High SES communities (Lay people)

Both men and women in the high SES communities said the program improved their knowledge regarding heart disease. Most respondents said the program was “good”, and that there was a “need for continuation”, and a “need for improvement”. Some women said that they tried to participate in the program but the limited citizen participation was reflected in delay or postponement of group activities.

High SES communities (health worker)

In contrast to the low SES communities, health workers in high SES communities perceived that their support was in less demand. They did not have the self-confidence to disseminate messages to citizen who might have a higher educational level, Table 4.

Responses to the PRORIVA interventions differed depending on whether participants were residents in a low or high SES community, Table 5. Citizens in low SES communities preferred programs with group orientation and supported community activities. A more individual orientation was preferred by citizens of high SES communities; they did not like the community activities.

Table 5 Characteristics of citizen response to the PRORIVA program


The purpose of this study was to report initial experiences in the development of the PRORIVA program, a community-based intervention to prevent and control CVD. The pilot study was used to describe the process of introducing different intervention components based on participant perspectives, rather than to evaluate outcomes in terms of risk factor changes.

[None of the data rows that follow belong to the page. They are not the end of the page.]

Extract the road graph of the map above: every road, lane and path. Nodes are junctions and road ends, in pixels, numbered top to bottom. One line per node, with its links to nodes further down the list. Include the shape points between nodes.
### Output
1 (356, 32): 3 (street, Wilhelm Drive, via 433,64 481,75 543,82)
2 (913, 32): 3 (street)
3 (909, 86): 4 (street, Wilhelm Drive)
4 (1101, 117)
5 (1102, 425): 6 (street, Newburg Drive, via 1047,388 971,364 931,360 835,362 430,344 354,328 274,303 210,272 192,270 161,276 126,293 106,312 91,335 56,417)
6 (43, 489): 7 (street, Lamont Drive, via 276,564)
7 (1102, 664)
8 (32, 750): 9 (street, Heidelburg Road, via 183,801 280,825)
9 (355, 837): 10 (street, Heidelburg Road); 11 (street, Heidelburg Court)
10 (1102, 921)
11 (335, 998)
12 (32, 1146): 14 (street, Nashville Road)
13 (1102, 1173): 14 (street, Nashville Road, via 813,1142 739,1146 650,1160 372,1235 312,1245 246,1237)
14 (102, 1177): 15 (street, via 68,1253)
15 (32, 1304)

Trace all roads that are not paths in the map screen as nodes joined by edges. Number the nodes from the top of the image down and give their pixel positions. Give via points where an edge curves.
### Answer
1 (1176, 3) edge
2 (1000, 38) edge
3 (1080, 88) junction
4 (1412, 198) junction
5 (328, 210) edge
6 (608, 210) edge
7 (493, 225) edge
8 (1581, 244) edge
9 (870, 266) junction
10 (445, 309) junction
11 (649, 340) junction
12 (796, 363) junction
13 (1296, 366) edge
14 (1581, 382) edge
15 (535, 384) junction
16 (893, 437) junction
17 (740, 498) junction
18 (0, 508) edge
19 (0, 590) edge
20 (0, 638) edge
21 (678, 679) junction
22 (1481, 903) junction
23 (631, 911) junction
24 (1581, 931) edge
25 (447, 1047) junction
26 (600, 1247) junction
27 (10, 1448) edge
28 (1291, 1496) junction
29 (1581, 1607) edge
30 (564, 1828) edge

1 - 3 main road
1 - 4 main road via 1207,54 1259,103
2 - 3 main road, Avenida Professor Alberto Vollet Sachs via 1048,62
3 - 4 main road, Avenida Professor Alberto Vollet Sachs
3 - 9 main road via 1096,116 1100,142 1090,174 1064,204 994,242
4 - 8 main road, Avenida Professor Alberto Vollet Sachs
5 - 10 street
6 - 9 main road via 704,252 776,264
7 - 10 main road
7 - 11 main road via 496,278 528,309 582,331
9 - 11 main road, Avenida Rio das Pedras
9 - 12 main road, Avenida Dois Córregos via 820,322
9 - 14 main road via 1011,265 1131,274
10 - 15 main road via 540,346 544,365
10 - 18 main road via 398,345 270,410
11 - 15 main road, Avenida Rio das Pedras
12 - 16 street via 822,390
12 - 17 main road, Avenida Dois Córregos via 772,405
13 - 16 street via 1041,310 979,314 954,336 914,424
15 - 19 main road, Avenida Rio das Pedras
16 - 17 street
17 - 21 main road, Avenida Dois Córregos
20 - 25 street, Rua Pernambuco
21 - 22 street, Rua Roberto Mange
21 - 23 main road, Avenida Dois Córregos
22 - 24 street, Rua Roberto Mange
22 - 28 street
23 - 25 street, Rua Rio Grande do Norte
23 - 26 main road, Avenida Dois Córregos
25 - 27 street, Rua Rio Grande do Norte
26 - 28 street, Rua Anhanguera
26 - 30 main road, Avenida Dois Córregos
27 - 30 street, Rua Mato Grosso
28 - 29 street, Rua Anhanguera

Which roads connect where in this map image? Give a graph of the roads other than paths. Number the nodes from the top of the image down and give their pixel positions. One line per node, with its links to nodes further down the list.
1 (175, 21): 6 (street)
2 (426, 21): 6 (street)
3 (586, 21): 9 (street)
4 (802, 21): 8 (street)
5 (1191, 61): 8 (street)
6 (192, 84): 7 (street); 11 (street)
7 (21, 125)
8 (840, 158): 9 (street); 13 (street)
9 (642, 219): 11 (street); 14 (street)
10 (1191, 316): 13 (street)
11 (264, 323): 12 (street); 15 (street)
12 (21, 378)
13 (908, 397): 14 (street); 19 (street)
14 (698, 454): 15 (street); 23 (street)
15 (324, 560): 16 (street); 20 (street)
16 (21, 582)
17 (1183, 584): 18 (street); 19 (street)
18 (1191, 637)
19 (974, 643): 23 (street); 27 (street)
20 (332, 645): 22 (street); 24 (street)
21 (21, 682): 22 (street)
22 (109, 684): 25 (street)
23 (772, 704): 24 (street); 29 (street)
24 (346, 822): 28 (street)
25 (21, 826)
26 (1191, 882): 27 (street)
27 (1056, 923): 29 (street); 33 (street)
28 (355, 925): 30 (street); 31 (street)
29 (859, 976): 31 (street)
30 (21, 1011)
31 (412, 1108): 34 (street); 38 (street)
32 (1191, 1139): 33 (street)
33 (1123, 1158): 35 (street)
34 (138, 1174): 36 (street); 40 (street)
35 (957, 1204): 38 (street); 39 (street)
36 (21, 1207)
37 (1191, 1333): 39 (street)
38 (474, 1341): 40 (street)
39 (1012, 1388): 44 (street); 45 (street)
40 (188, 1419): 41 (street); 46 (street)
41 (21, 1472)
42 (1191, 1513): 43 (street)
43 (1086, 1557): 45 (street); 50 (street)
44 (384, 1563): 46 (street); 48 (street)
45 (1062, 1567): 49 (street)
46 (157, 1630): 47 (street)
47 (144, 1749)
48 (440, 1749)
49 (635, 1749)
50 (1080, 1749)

People in the low SES communities reflected their thought that health workers were meaningful for them, while health workers were less welcome in the high SES communities. This is consistent with previous findings where community leaders in low SES communities were expected to play an active role in community interventions while the corresponding role in a high SES community was expected to be more passive [25]. The qualitative study also found that initial motives among low SES community members for program participation were from a feeling of obligation to respond to an action, rather than to prevent disease. In contrast, the motives for high SES community citizens were more oriented to disease prevention, a position that was reflected in their demand for more detailed information. In other words, citizens in the low SES communities had more altruistic motives and participated for the common good. These different initial approaches and preferences for community actions may explain the fact that participation was lower among citizens in high SES communities (Table 2).

Eventually, the motives of citizen in low SES communities became more positive, possibly followed by an increased awareness of the need to prevent CVD, as assumed by Prochaska in the stage-of-change theory to modify behaviour [26]. The different approaches support the idea of “early adopters” among the citizens of high SES communities. This group was more receptive to new information [27]. These finding enhance our understanding of why an intervention has to be designed to address citizens in a low or high SES community, and the designs may differ. Consequently, our study illustrates the importance of community-oriented intervention components when initiating health promotion actions among disadvantaged groups such as citizens in low SES communities.

According to our qualitative data, the target populations initiated their experiments in changing health behaviours by modifying eating and exercise habits, but not smoking habits. The strong peer influence of current smokers made men reluctant to control their own smoking habits, even though their wives expressed an aversion to their husband’s smoking. This finding is in line with a previous study from Java that showed smoking is “a culturally internalized habit” for young men [28].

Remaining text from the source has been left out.